If you feel that your strings are slipping through the nut lock and that because of this you need to really bear down on the lock, then take this to you local repairperson and talk to him or her about it. There may be a simple remedy that will save a lot of wear and tear on your system.
Since I’ve talked about locking systems, a word is in order about other approaches. There are some manufacturers who, after working with locking systems, have gotten away from them. They are working along other, simpler lines.
One such developing trend is using nuts that have “rollers”. (See Fig. #3) Here the string is free to move back and forth unimpeded. Often these nuts are used in conjunction with tuning heads that have locking devices that hold the string tightly to the tuner. (See Fig. #4)
The idea is that by eliminating any slippage of the string at the tuner (via the locking tuner), and by allowing the string to move completely freely through the nut (via the roller nut), you can do away with more complicated locking systems and still achieve the same results.
If you have an older fulcrum type and wish to upgrade, you might try this approach before you completely replace it with a new locking system. Talk to your local dealer or repair- person for more information about what might work for you.
CAUTIONS: Read the section earlier in this booklet on general maintenance, as this applies to your tremolo as well.
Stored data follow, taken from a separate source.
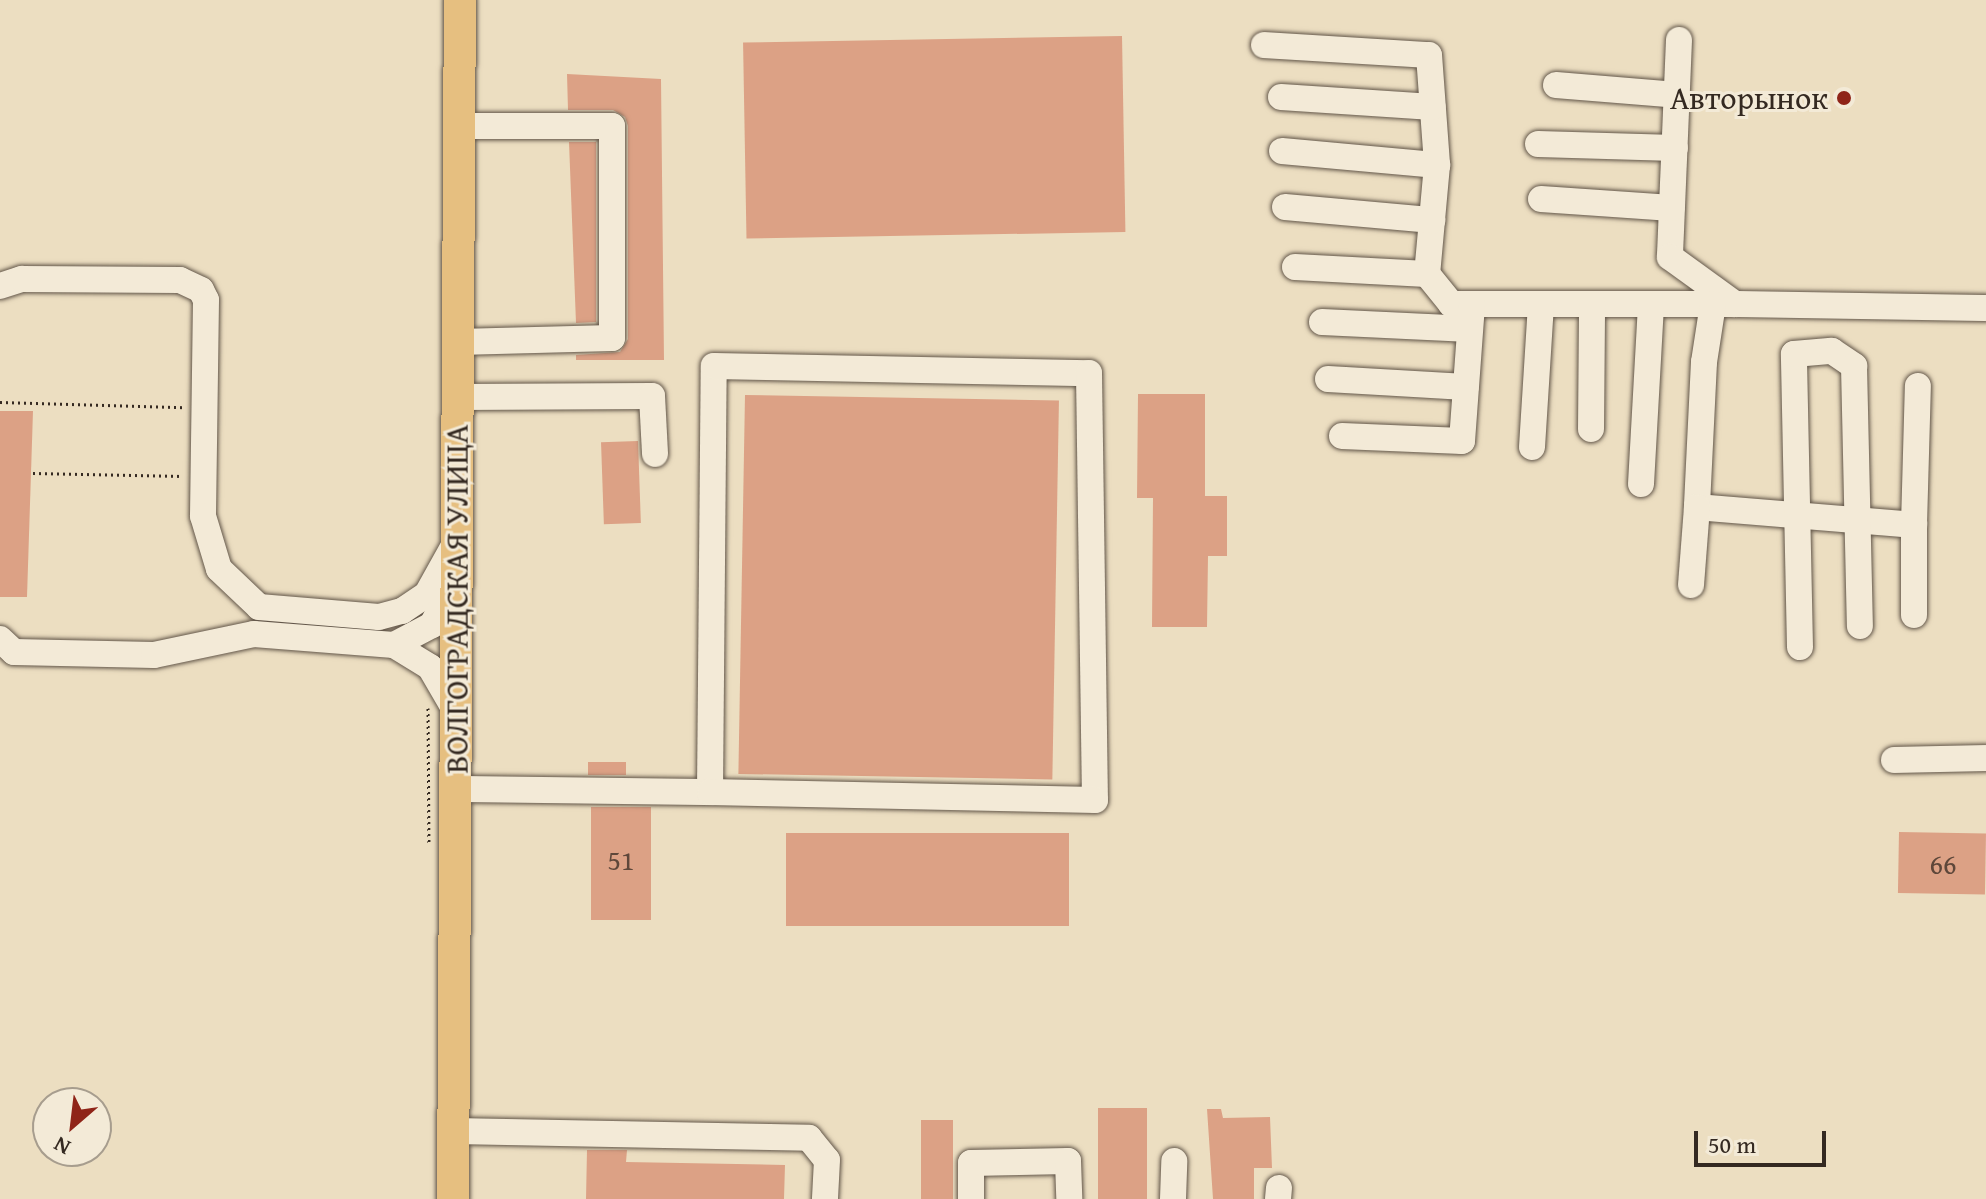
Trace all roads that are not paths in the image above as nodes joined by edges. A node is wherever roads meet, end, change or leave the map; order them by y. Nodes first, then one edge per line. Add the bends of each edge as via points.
1 (460, 0) edge
2 (1679, 40) dead end
3 (1264, 45) dead end
4 (1556, 85) dead end
5 (1677, 95) junction
6 (1281, 97) dead end
7 (1433, 107) junction
8 (460, 126) junction
9 (1538, 144) dead end
10 (1675, 148) junction
11 (1282, 151) dead end
12 (1437, 165) junction
13 (1541, 199) dead end
14 (1285, 207) dead end
15 (1672, 208) junction
16 (1432, 220) junction
17 (1295, 267) dead end
18 (1427, 274) junction
19 (0, 286) edge
20 (1541, 304) junction
21 (1592, 304) junction
22 (1651, 304) junction
23 (1724, 304) junction
24 (1986, 308) edge
25 (1471, 317) junction
26 (1322, 322) dead end
27 (458, 342) junction
28 (1328, 379) dead end
29 (1918, 386) dead end
30 (1466, 387) junction
31 (458, 397) junction
32 (1591, 429) dead end
33 (1342, 436) dead end
34 (1532, 447) dead end
35 (655, 454) dead end
36 (1641, 484) dead end
37 (1697, 507) junction
38 (1801, 516) junction
39 (1860, 521) junction
40 (1914, 525) junction
41 (457, 538) junction
42 (457, 571) junction
43 (1691, 585) dead end
44 (1914, 615) dead end
45 (379, 617) junction
46 (1860, 626) dead end
47 (420, 636) junction
48 (394, 645) junction
49 (5, 647) edge
50 (1800, 647) dead end
51 (456, 671) junction
52 (442, 707) junction
53 (1986, 758) edge
54 (1894, 760) dead end
55 (456, 789) junction
56 (710, 792) junction
57 (454, 1131) junction
58 (1174, 1161) dead end
59 (453, 1199) edge
60 (825, 1199) edge
61 (971, 1199) edge
62 (1069, 1199) edge
63 (1173, 1199) edge

1 - 8 main road, ВОЛГОГРАДСКАЯ УЛИЦА
2 - 5 lane
3 - 7 lane via 1429,55
4 - 5 lane
5 - 10 lane
6 - 7 lane
7 - 12 lane
8 - 27 main road, ВОЛГОГРАДСКАЯ УЛИЦА
8 - 27 lane via 612,126 612,338
9 - 10 lane
10 - 15 lane
11 - 12 lane
12 - 16 lane
13 - 15 lane
14 - 16 lane
15 - 23 lane via 1670,257
16 - 18 lane
17 - 18 lane
18 - 25 lane via 1451,304
19 - 45 lane via 22,279 193,284 206,300 204,477 209,544 219,569 259,607
20 - 21 lane
20 - 25 lane
20 - 34 lane
21 - 22 lane
21 - 32 lane
22 - 23 lane
22 - 36 lane
23 - 24 lane
23 - 37 lane via 1704,362
25 - 26 lane
25 - 30 lane
27 - 31 main road, ВОЛГОГРАДСКАЯ УЛИЦА
28 - 30 lane
29 - 40 lane
30 - 33 lane via 1462,441
31 - 35 lane via 652,396
31 - 41 main road, ВОЛГОГРАДСКАЯ УЛИЦА
37 - 38 lane
37 - 43 lane
38 - 39 lane
38 - 39 lane via 1794,354 1832,351 1854,366
38 - 50 lane
39 - 40 lane
39 - 46 lane
40 - 44 lane
41 - 42 main road, ВОЛГОГРАДСКАЯ УЛИЦА
41 - 45 lane via 427,594 402,611
42 - 47 lane via 442,615
42 - 51 main road, ВОЛГОГРАДСКАЯ УЛИЦА
45 - 47 lane
47 - 48 lane
47 - 51 lane
48 - 49 lane via 254,634 169,655
48 - 52 lane via 442,679
51 - 52 main road, ВОЛГОГРАДСКАЯ УЛИЦА
52 - 55 main road, ВОЛГОГРАДСКАЯ УЛИЦА
53 - 54 lane
55 - 56 lane
55 - 57 main road, ВОЛГОГРАДСКАЯ УЛИЦА
56 - 56 lane via 714,366 1089,373 1095,800
57 - 59 main road, ВОЛГОГРАДСКАЯ УЛИЦА
57 - 60 lane via 809,1138 827,1160
58 - 63 lane
61 - 62 lane via 971,1163 1068,1161

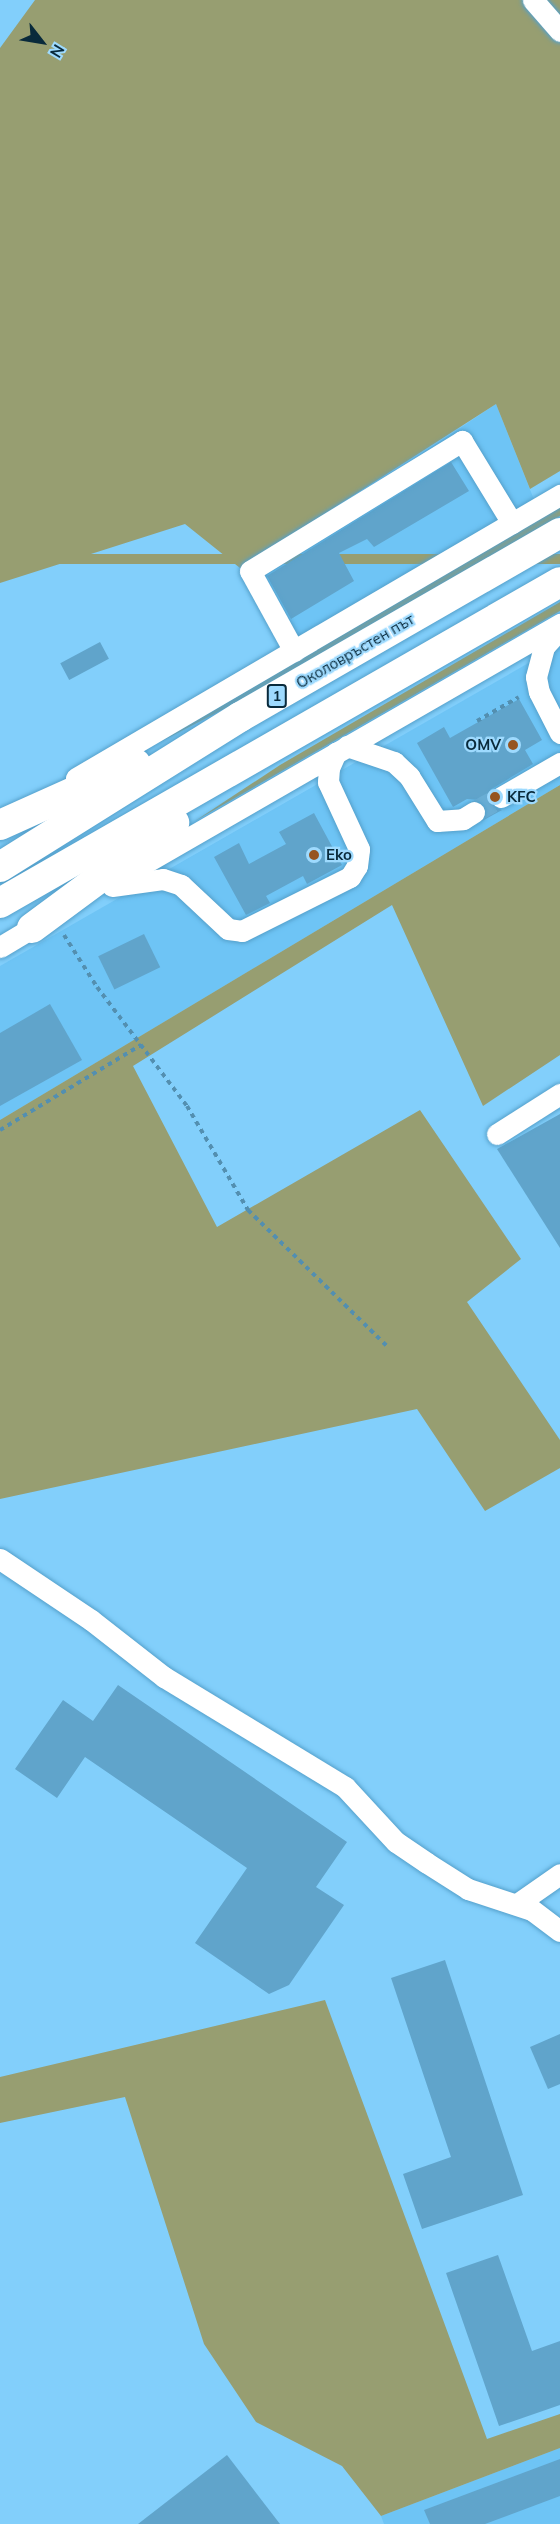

There are a couple of things that should be talked about specifically for the wang bar.
Remember to wipe off the bridge after each use with a soft dry cloth. This will greatly increase the dependability of the unit. Be aware that all the moving parts on your tremolo system need to move as freely as possible. For example, if your unit has rollers for the saddle pieces, these need to be free to roll or your strings will get hung up and out of tune. It’s a good idea to apply a tiny drop of 3-in-1 oil once a month to each of the rollers, pivot points, or other regularly moving parts and be sure to wipe off the excess oil.
STRINGS AND WANGS: Tremolos are hard on strings! No doubt about it. So there are a few things to consider concerning strings.
If your strings attach to the tremolo using regular ball ends, buy strings that are made with reinforcing at the windings. Since the plain strings (the high strings) tend to slip at the wrap near the ball end, reinforced strings were developed. These have an extra wrapping of wire around where the string ties to the ball. The wound strings in these sets are the same as in a regular set since these tend not to slip.
With some bars, you have to cut off the ball ends of the strings. If this is the case, DON’T buy reinforced strings. When you cut off the ball, you’ll be cutting off the reinforcing.
Lock and unlock the string at the nut as few times as possible. The more times you clamp down on the string, the more likely it is to break. You should be able to put on a new set of strings and only lock down the nut once. To do this, be sure to put the fine tuners in their middle position. This way you will have plenty of travel up and down for tuning.